[Start of section]
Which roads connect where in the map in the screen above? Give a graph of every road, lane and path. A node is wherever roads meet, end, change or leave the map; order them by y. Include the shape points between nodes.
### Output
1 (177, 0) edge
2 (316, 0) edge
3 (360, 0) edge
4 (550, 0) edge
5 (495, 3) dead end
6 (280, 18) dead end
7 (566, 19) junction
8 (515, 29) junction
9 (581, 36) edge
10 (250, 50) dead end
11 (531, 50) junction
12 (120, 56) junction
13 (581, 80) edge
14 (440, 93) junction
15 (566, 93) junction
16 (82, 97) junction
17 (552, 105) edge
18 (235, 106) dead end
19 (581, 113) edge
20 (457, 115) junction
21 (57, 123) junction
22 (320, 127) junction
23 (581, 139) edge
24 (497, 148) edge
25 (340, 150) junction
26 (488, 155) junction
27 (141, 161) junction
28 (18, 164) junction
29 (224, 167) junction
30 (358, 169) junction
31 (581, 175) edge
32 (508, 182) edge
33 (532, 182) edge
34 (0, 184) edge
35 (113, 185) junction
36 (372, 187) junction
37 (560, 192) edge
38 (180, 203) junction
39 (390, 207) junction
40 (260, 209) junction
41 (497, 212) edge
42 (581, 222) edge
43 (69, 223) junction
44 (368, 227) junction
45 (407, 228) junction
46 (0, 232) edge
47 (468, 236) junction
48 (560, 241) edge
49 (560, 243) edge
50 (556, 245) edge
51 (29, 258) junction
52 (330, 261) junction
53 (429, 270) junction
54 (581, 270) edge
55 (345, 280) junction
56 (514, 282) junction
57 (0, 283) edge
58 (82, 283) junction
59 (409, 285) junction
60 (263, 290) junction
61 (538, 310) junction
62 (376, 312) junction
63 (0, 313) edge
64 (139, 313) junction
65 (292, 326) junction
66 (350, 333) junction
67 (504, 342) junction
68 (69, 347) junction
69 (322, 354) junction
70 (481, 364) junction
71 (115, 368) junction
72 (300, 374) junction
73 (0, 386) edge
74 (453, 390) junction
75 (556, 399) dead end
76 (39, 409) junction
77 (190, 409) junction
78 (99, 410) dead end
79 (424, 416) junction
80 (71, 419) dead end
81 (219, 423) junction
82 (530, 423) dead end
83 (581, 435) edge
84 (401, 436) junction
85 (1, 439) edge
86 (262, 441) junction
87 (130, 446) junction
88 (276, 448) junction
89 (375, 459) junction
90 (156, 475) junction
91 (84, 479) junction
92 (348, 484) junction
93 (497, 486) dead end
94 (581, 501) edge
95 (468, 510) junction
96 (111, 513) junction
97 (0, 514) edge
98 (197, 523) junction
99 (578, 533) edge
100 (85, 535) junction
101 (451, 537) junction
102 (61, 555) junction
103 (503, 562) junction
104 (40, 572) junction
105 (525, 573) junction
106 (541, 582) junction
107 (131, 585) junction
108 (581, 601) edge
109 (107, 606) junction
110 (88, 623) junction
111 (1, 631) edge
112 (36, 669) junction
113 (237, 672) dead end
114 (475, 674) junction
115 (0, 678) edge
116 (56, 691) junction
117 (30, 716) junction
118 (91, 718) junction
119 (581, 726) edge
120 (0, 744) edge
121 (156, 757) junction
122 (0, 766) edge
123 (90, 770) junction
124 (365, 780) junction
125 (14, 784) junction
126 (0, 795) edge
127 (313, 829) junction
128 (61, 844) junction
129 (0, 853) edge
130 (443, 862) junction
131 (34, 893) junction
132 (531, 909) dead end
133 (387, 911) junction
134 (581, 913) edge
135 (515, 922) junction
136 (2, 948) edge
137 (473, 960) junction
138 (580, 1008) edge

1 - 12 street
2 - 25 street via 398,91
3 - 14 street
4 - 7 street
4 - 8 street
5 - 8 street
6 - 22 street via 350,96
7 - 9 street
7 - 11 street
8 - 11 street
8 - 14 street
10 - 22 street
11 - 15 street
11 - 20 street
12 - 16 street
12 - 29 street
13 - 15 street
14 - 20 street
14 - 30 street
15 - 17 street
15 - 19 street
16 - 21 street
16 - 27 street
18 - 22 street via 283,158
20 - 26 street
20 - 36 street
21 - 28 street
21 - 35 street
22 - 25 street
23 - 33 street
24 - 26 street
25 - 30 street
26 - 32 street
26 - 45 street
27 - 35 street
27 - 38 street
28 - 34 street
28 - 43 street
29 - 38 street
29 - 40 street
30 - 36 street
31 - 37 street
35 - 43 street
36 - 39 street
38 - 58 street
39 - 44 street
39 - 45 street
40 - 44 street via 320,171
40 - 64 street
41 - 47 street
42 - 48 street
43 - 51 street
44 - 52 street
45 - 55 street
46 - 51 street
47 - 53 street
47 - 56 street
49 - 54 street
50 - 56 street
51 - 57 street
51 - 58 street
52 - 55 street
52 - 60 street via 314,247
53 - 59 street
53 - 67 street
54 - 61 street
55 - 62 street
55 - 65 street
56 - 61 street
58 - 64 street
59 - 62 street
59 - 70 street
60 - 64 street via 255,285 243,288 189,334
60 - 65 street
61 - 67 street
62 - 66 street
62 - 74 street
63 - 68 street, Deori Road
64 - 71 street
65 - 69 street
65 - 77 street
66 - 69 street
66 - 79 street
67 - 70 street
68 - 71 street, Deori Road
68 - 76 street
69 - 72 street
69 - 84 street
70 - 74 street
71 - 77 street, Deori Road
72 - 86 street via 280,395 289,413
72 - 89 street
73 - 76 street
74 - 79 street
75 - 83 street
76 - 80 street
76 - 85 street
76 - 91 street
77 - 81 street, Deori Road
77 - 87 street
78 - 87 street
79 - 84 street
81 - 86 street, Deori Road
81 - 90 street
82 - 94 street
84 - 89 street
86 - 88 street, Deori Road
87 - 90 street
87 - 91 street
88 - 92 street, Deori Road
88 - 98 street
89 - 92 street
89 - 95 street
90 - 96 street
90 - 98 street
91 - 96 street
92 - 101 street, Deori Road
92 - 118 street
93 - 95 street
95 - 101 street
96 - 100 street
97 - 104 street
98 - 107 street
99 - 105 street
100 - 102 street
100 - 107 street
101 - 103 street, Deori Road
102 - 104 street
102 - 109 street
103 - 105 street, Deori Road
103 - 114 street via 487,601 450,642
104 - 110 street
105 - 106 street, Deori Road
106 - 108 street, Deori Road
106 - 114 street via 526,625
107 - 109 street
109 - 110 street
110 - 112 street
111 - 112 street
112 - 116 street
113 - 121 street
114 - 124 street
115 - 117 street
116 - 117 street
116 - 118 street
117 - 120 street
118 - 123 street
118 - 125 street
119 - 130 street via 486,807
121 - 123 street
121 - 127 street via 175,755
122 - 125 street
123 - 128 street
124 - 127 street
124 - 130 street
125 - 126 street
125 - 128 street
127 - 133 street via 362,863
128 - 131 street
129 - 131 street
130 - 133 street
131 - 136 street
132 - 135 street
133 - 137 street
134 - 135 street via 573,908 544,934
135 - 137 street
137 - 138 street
[End of section]
Please output every record, keeping each line exact.

Which roads connect where in the map in the screen above? Give a graph of every road, lane and path. A node is wherever roads meet, end, change or leave the map; order them by y. Include the shape points between nodes.
### Output
1 (177, 0) edge
2 (316, 0) edge
3 (360, 0) edge
4 (550, 0) edge
5 (495, 3) dead end
6 (280, 18) dead end
7 (566, 19) junction
8 (515, 29) junction
9 (581, 36) edge
10 (250, 50) dead end
11 (531, 50) junction
12 (120, 56) junction
13 (581, 80) edge
14 (440, 93) junction
15 (566, 93) junction
16 (82, 97) junction
17 (552, 105) edge
18 (235, 106) dead end
19 (581, 113) edge
20 (457, 115) junction
21 (57, 123) junction
22 (320, 127) junction
23 (581, 139) edge
24 (497, 148) edge
25 (340, 150) junction
26 (488, 155) junction
27 (141, 161) junction
28 (18, 164) junction
29 (224, 167) junction
30 (358, 169) junction
31 (581, 175) edge
32 (508, 182) edge
33 (532, 182) edge
34 (0, 184) edge
35 (113, 185) junction
36 (372, 187) junction
37 (560, 192) edge
38 (180, 203) junction
39 (390, 207) junction
40 (260, 209) junction
41 (497, 212) edge
42 (581, 222) edge
43 (69, 223) junction
44 (368, 227) junction
45 (407, 228) junction
46 (0, 232) edge
47 (468, 236) junction
48 (560, 241) edge
49 (560, 243) edge
50 (556, 245) edge
51 (29, 258) junction
52 (330, 261) junction
53 (429, 270) junction
54 (581, 270) edge
55 (345, 280) junction
56 (514, 282) junction
57 (0, 283) edge
58 (82, 283) junction
59 (409, 285) junction
60 (263, 290) junction
61 (538, 310) junction
62 (376, 312) junction
63 (0, 313) edge
64 (139, 313) junction
65 (292, 326) junction
66 (350, 333) junction
67 (504, 342) junction
68 (69, 347) junction
69 (322, 354) junction
70 (481, 364) junction
71 (115, 368) junction
72 (300, 374) junction
73 (0, 386) edge
74 (453, 390) junction
75 (556, 399) dead end
76 (39, 409) junction
77 (190, 409) junction
78 (99, 410) dead end
79 (424, 416) junction
80 (71, 419) dead end
81 (219, 423) junction
82 (530, 423) dead end
83 (581, 435) edge
84 (401, 436) junction
85 (1, 439) edge
86 (262, 441) junction
87 (130, 446) junction
88 (276, 448) junction
89 (375, 459) junction
90 (156, 475) junction
91 (84, 479) junction
92 (348, 484) junction
93 (497, 486) dead end
94 (581, 501) edge
95 (468, 510) junction
96 (111, 513) junction
97 (0, 514) edge
98 (197, 523) junction
99 (578, 533) edge
100 (85, 535) junction
101 (451, 537) junction
102 (61, 555) junction
103 (503, 562) junction
104 (40, 572) junction
105 (525, 573) junction
106 (541, 582) junction
107 (131, 585) junction
108 (581, 601) edge
109 (107, 606) junction
110 (88, 623) junction
111 (1, 631) edge
112 (36, 669) junction
113 (237, 672) dead end
114 (475, 674) junction
115 (0, 678) edge
116 (56, 691) junction
117 (30, 716) junction
118 (91, 718) junction
119 (581, 726) edge
120 (0, 744) edge
121 (156, 757) junction
122 (0, 766) edge
123 (90, 770) junction
124 (365, 780) junction
125 (14, 784) junction
126 (0, 795) edge
127 (313, 829) junction
128 (61, 844) junction
129 (0, 853) edge
130 (443, 862) junction
131 (34, 893) junction
132 (531, 909) dead end
133 (387, 911) junction
134 (581, 913) edge
135 (515, 922) junction
136 (2, 948) edge
137 (473, 960) junction
138 (580, 1008) edge

1 - 12 street
2 - 25 street via 398,91
3 - 14 street
4 - 7 street
4 - 8 street
5 - 8 street
6 - 22 street via 350,96
7 - 9 street
7 - 11 street
8 - 11 street
8 - 14 street
10 - 22 street
11 - 15 street
11 - 20 street
12 - 16 street
12 - 29 street
13 - 15 street
14 - 20 street
14 - 30 street
15 - 17 street
15 - 19 street
16 - 21 street
16 - 27 street
18 - 22 street via 283,158
20 - 26 street
20 - 36 street
21 - 28 street
21 - 35 street
22 - 25 street
23 - 33 street
24 - 26 street
25 - 30 street
26 - 32 street
26 - 45 street
27 - 35 street
27 - 38 street
28 - 34 street
28 - 43 street
29 - 38 street
29 - 40 street
30 - 36 street
31 - 37 street
35 - 43 street
36 - 39 street
38 - 58 street
39 - 44 street
39 - 45 street
40 - 44 street via 320,171
40 - 64 street
41 - 47 street
42 - 48 street
43 - 51 street
44 - 52 street
45 - 55 street
46 - 51 street
47 - 53 street
47 - 56 street
49 - 54 street
50 - 56 street
51 - 57 street
51 - 58 street
52 - 55 street
52 - 60 street via 314,247
53 - 59 street
53 - 67 street
54 - 61 street
55 - 62 street
55 - 65 street
56 - 61 street
58 - 64 street
59 - 62 street
59 - 70 street
60 - 64 street via 255,285 243,288 189,334
60 - 65 street
61 - 67 street
62 - 66 street
62 - 74 street
63 - 68 street, Deori Road
64 - 71 street
65 - 69 street
65 - 77 street
66 - 69 street
66 - 79 street
67 - 70 street
68 - 71 street, Deori Road
68 - 76 street
69 - 72 street
69 - 84 street
70 - 74 street
71 - 77 street, Deori Road
72 - 86 street via 280,395 289,413
72 - 89 street
73 - 76 street
74 - 79 street
75 - 83 street
76 - 80 street
76 - 85 street
76 - 91 street
77 - 81 street, Deori Road
77 - 87 street
78 - 87 street
79 - 84 street
81 - 86 street, Deori Road
81 - 90 street
82 - 94 street
84 - 89 street
86 - 88 street, Deori Road
87 - 90 street
87 - 91 street
88 - 92 street, Deori Road
88 - 98 street
89 - 92 street
89 - 95 street
90 - 96 street
90 - 98 street
91 - 96 street
92 - 101 street, Deori Road
92 - 118 street
93 - 95 street
95 - 101 street
96 - 100 street
97 - 104 street
98 - 107 street
99 - 105 street
100 - 102 street
100 - 107 street
101 - 103 street, Deori Road
102 - 104 street
102 - 109 street
103 - 105 street, Deori Road
103 - 114 street via 487,601 450,642
104 - 110 street
105 - 106 street, Deori Road
106 - 108 street, Deori Road
106 - 114 street via 526,625
107 - 109 street
109 - 110 street
110 - 112 street
111 - 112 street
112 - 116 street
113 - 121 street
114 - 124 street
115 - 117 street
116 - 117 street
116 - 118 street
117 - 120 street
118 - 123 street
118 - 125 street
119 - 130 street via 486,807
121 - 123 street
121 - 127 street via 175,755
122 - 125 street
123 - 128 street
124 - 127 street
124 - 130 street
125 - 126 street
125 - 128 street
127 - 133 street via 362,863
128 - 131 street
129 - 131 street
130 - 133 street
131 - 136 street
132 - 135 street
133 - 137 street
134 - 135 street via 573,908 544,934
135 - 137 street
137 - 138 street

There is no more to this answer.